**TASK TO CARRY OUT:** Below are the entries. Print only the lines starting at the one with "middle pip: (148, 103)" and ending at the one with "thumb cmc: (783, 466)", exactly, with no pictures.

**EXERCISE MATERIALS:**
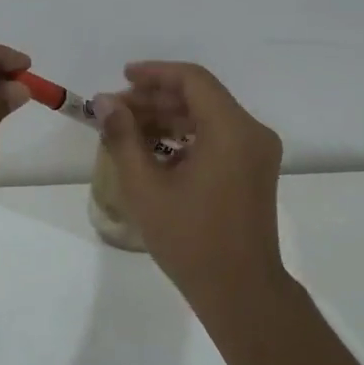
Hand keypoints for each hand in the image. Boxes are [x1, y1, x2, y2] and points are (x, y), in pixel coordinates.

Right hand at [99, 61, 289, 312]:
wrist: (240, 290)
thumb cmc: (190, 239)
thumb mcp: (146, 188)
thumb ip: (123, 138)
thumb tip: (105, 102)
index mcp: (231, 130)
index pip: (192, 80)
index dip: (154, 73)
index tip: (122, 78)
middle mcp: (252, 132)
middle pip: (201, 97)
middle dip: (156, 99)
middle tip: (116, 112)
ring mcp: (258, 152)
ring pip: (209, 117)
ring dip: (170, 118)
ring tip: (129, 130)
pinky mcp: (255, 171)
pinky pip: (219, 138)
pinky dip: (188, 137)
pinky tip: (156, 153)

...

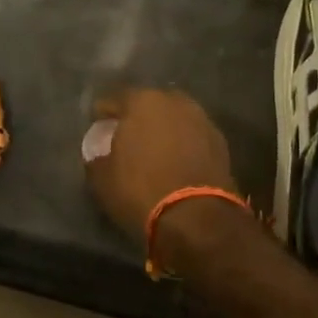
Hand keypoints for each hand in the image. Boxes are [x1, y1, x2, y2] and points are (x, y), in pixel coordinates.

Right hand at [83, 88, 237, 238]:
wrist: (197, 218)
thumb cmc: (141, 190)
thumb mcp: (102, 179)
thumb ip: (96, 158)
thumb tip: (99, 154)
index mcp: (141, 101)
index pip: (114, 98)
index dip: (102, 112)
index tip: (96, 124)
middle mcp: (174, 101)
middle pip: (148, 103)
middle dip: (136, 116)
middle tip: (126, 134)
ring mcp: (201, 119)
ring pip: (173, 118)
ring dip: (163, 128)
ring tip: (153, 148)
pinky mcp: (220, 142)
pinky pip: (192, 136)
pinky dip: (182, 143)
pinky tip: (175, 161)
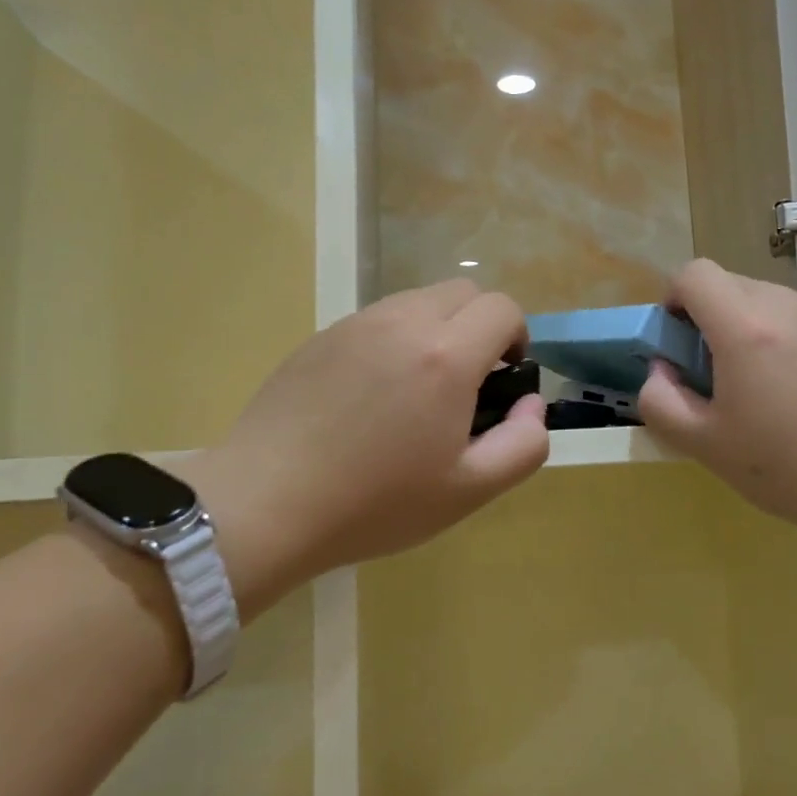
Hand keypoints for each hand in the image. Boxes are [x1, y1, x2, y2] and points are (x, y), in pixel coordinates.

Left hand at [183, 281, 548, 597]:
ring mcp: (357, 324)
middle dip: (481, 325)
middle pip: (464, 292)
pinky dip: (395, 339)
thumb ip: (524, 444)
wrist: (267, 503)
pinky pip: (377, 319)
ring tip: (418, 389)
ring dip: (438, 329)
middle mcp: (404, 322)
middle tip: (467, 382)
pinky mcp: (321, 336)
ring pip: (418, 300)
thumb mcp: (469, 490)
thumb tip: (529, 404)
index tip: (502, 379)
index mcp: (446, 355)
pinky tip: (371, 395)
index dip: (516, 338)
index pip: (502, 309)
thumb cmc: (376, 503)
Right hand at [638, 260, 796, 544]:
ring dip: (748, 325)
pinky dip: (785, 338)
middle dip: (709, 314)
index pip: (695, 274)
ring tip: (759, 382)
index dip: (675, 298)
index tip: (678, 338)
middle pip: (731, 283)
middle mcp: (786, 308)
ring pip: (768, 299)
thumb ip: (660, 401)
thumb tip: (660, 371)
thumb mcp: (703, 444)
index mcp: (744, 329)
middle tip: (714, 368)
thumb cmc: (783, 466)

**WRITTEN SOLUTION:**
middle pip: (148, 103)
middle dip: (136, 116)
middle tip: (126, 134)
ring mcp: (201, 119)
ring pip: (173, 118)
ring dip: (163, 128)
ring tip: (153, 148)
pinky mcp: (220, 142)
pinky pip: (192, 136)
pinky dip: (182, 143)
pinky tip: (175, 161)
Hand keypoints for each hand in the image. Boxes are [x1, y1, x2, y2] and points are (x, y), in pixel coordinates.

Left hand at [183, 281, 548, 597]:
ring mcp: (357, 324)
middle dip: (481, 325)
middle pip: (464, 292)
pinky dip: (395, 339)
thumb ip: (524, 444)
wrist: (267, 503)
pinky pip: (377, 319)
ring tip: (418, 389)
ring dip: (438, 329)
middle mcp: (404, 322)
middle tip: (467, 382)
pinky mcp: (321, 336)
ring pip: (418, 300)
thumb mcp: (469, 490)
thumb tip: (529, 404)
index tip: (502, 379)
index mcp: (446, 355)
pinky tip: (371, 395)
index dip: (516, 338)
index pip: (502, 309)
thumb cmc: (376, 503)
Right hand at [638, 260, 796, 544]:
ring dip: (748, 325)
pinky dip: (785, 338)
middle dip: (709, 314)
index pip: (695, 274)
ring tip: (759, 382)
index dip: (675, 298)
index tip: (678, 338)
middle pip: (731, 283)
middle mcp: (786, 308)
ring pip: (768, 299)
thumb ip: (660, 401)
thumb tip: (660, 371)
thumb mcp: (703, 444)
index mcp: (744, 329)
middle tip: (714, 368)
thumb cmc: (783, 466)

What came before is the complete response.